▸ **DIRECTIONS FOR THIS TASK**
Find the lines holding the string "Bromenlandweg" in the data, then copy all of them.

(Records excerpted from a collection)
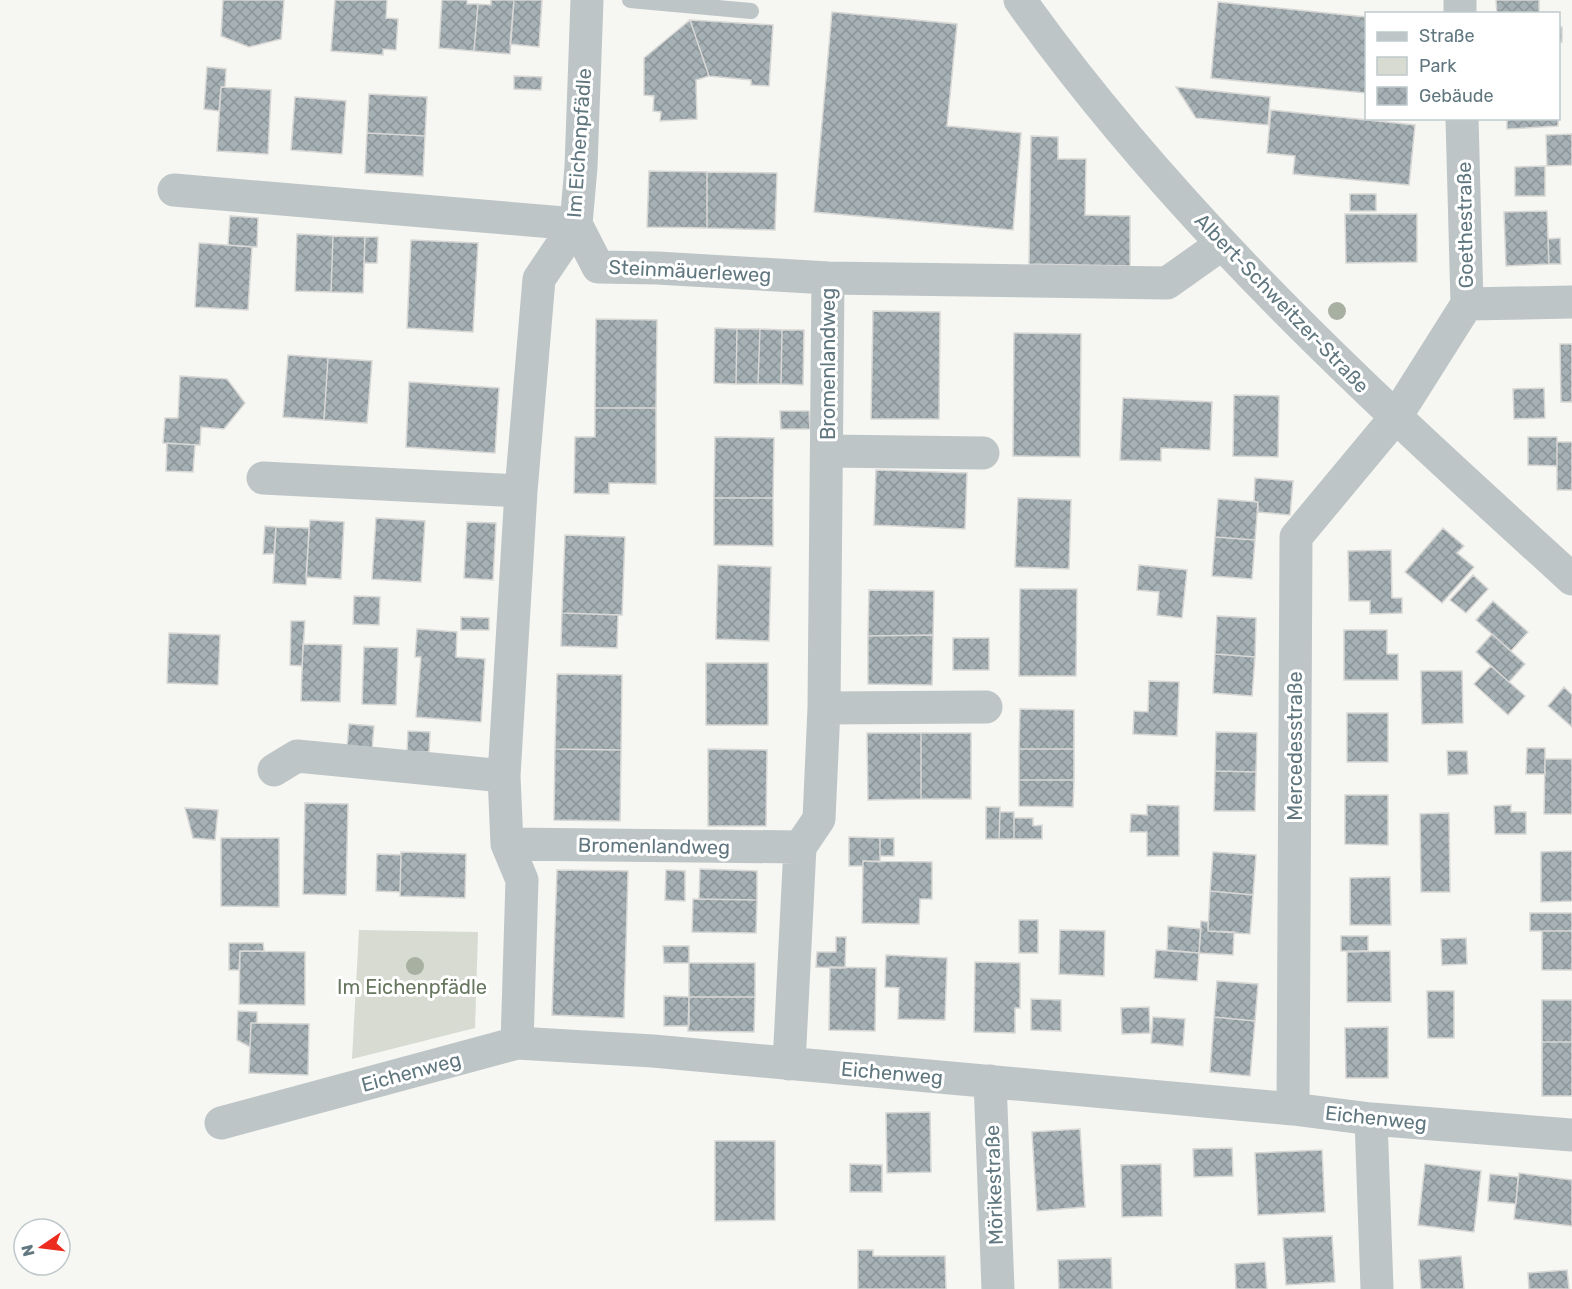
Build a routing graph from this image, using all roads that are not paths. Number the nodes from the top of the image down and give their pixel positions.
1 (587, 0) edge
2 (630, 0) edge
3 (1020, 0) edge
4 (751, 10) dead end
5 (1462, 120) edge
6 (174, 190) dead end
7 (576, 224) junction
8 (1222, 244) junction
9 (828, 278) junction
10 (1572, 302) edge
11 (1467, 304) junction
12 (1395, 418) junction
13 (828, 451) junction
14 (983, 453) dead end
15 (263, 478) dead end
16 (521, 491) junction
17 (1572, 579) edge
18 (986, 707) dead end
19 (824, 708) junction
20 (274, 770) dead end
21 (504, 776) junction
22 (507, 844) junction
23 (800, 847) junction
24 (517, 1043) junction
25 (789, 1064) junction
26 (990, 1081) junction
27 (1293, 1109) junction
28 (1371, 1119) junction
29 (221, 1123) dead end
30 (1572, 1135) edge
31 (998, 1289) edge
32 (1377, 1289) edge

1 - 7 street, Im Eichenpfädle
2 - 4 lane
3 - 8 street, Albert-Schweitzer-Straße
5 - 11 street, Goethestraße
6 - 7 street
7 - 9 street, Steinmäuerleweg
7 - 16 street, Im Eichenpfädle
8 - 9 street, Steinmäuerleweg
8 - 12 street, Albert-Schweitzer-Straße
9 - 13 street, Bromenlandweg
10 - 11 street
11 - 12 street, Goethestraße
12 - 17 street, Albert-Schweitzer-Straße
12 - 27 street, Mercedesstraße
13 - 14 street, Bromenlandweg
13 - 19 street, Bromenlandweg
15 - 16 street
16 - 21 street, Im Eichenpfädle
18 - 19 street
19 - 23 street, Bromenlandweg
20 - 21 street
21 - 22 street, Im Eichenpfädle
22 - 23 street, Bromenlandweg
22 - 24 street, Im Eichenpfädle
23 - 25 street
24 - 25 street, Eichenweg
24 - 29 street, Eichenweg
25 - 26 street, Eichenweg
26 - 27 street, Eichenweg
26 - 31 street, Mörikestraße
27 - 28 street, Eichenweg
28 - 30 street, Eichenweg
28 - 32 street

▸ **TASK RESPONSE**
9 - 13 street, Bromenlandweg
13 - 14 street, Bromenlandweg
13 - 19 street, Bromenlandweg
19 - 23 street, Bromenlandweg
22 - 23 street, Bromenlandweg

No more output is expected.